Almost 40% of the participants in the present study reported using prescription drugs from their home medicine chests, which is in line with the findings of another Slovenian study4. A study on home-kept prescription drugs12 showed that more than 70% of the general population kept leftover prescription drugs at home for further use at their own discretion. Based on other studies it seems that this is a worldwide problem25. Unused prescription drugs accumulated in homes may be misused for recreation, used inappropriately for self-medication of future ailments, or ingested accidentally25. On the other hand, chronic patients also keep prescription drugs for their chronic diseases in home medicine chests. Obviously, there is a need for in-depth studies on the reasons for and practices of retaining prescription drugs at home.
An important reason for practising self-medication was the statement not to burden their physician with their health problems, which was found also in other studies3,4,7. Several other studies showed that responsible self-medication (ie taking medicines that do not require prescriptions to treat symptoms) might reduce the burden on health care systems26,27. On the other hand, previous studies also showed that people thought that self-medication was completely safe28. Despite the finding that a lot of participants said that they practise self-medication when faced with self-limiting symptoms or diseases, this could present a problem. In Slovenia, there is a shortage of family physicians, especially in rural areas29, which could lead to a wish by people not to burden their physicians. Of course, this could be potentially dangerous as important medical conditions could be recognised late.
The present study also showed that the participants valued advice on self-medication from different sources, especially from pharmacists and relatives, as was also shown in the Slovenian study3. A study from Pakistan14, on the other hand, showed that people in rural areas seek advice mainly from their physicians. It seems that, in Slovenia, lay advice from relatives and friends is an important source of information. This could be potentially dangerous as lay people may not have the right information, and their advice could therefore be a potential source of health risk.

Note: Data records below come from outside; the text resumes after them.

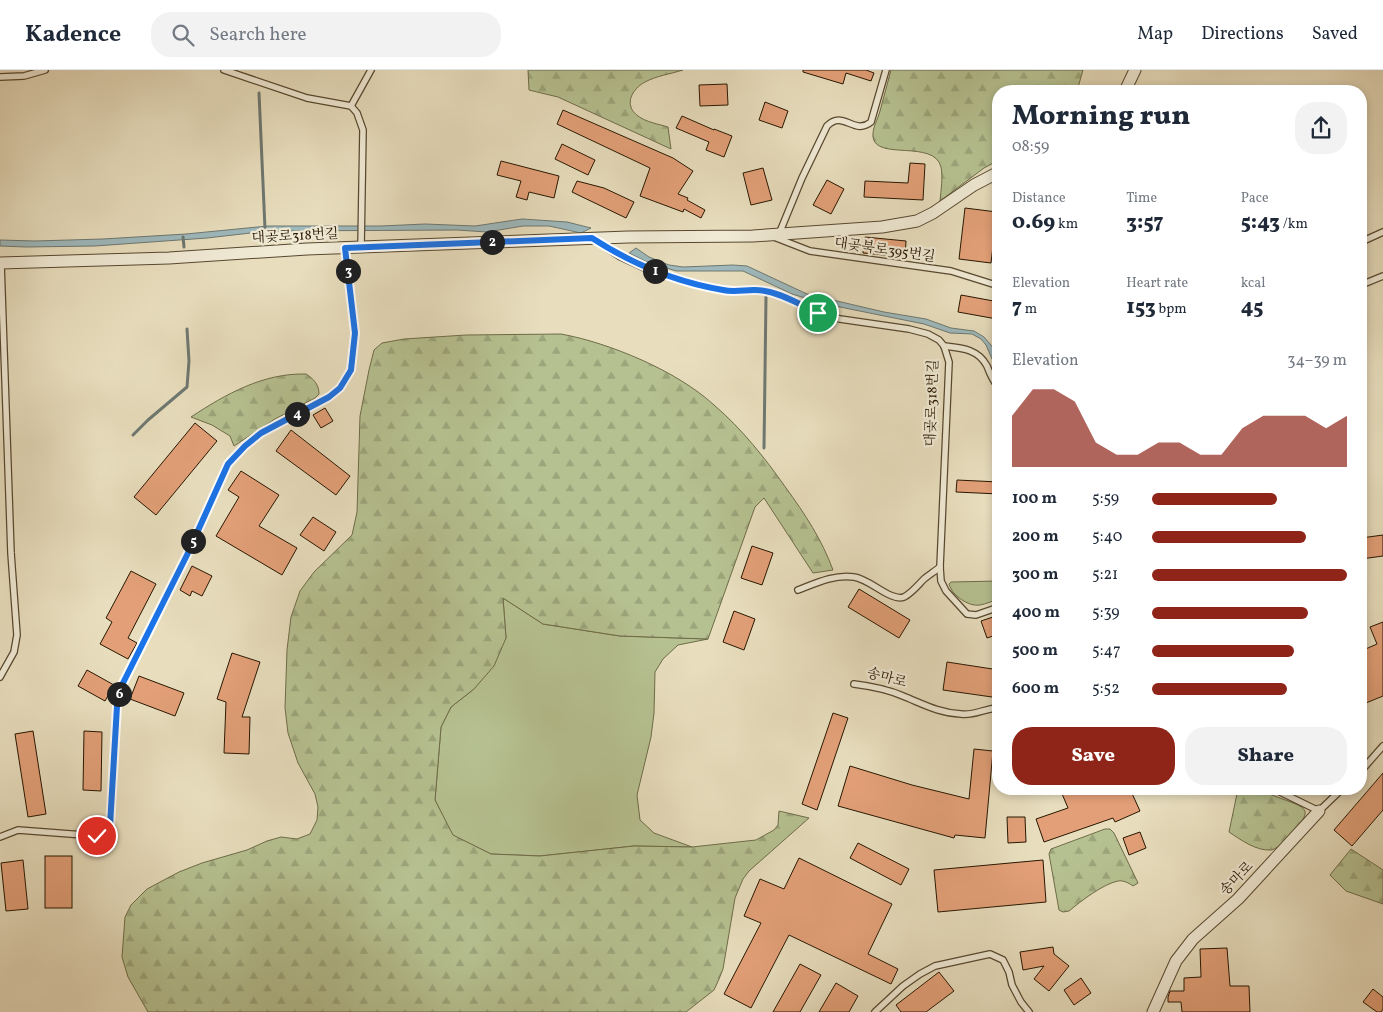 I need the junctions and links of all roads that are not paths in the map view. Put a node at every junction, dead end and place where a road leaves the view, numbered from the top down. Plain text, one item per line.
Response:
1 (45, 70) edge
2 (224, 70) edge
3 (371, 70) edge
4 (886, 70) edge
5 (1134, 70) edge
6 (0, 77) edge
7 (1128, 85) edge
8 (351, 106) junction
9 (992, 176) edge
10 (1383, 232) edge
11 (773, 234) junction
12 (592, 238) junction
13 (1367, 239) edge
14 (361, 243) junction
15 (345, 248) junction
16 (0, 263) edge
17 (1383, 276) edge
18 (1367, 283) edge
19 (992, 284) edge
20 (944, 346) junction
21 (992, 379) edge
22 (940, 567) junction
23 (798, 590) dead end
24 (992, 608) edge
25 (0, 677) edge
26 (854, 684) dead end
27 (992, 709) edge
28 (1383, 746) edge
29 (1367, 763) edge
30 (1287, 795) edge
31 (1335, 795) edge
32 (1319, 810) junction
33 (0, 836) edge
34 (875, 1012) edge
35 (1030, 1012) edge
36 (1153, 1012) edge

1 - 6 lane
2 - 8 lane
3 - 8 lane
4 - 11 lane
5 - 7 street
8 - 14 lane
9 - 11 street, 대곶로318번길
10 - 13 lane
11 - 12 street, 대곶로318번길
11 - 19 lane, 대곶북로395번길
12 - 14 street, 대곶로318번길
12 - 20 lane, 대곶로318번길
14 - 15 street, 대곶로318번길
15 - 16 street, 대곶로318번길
15 - 33 lane
16 - 25 lane
17 - 18 lane
20 - 21 lane
20 - 22 lane, 대곶로318번길
22 - 23 lane
22 - 24 lane, 대곶로318번길
26 - 27 lane, 송마로
28 - 29 lane
30 - 32 lane
31 - 32 lane
32 - 36 street, 송마로
34 - 35 lane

This study has several limitations. The first is the problem of the definition of rural family medicine practices in Slovenia. As there is no formal definition, and no formal list of rural practices exists, the researchers had to rely on the data in the Section for Rural and Remote Family Physicians. It is possible that their data are incomplete, so the authors might have missed some rural practices when inviting them to participate. This could therefore be a possible source of selection bias. Another limitation that could also present a potential selection bias is the fact that only half of the invited patients participated, and it is also possible that the physicians did not invite 30 patients, but fewer. As data on the non-respondents was not collected, possible differences could not be analysed. Therefore, one should be careful when generalising the results to the whole rural population of Slovenia.
People residing in the rural areas of Slovenia very commonly practise self-medication. In fact, the prevalence of self-medication in these areas is one of the highest in the world. Most people reported that self-medication was safe only with the appropriate information, but on the other hand they commonly used prescription drugs of their own volition and they frequently did not go to see their physicians when ill because they did not want to burden them. The researchers therefore conclude that self-medication in rural Slovenia is moderately safe.
This study was partially supported by an unrestricted program grant from the National Research Agency P3 0339.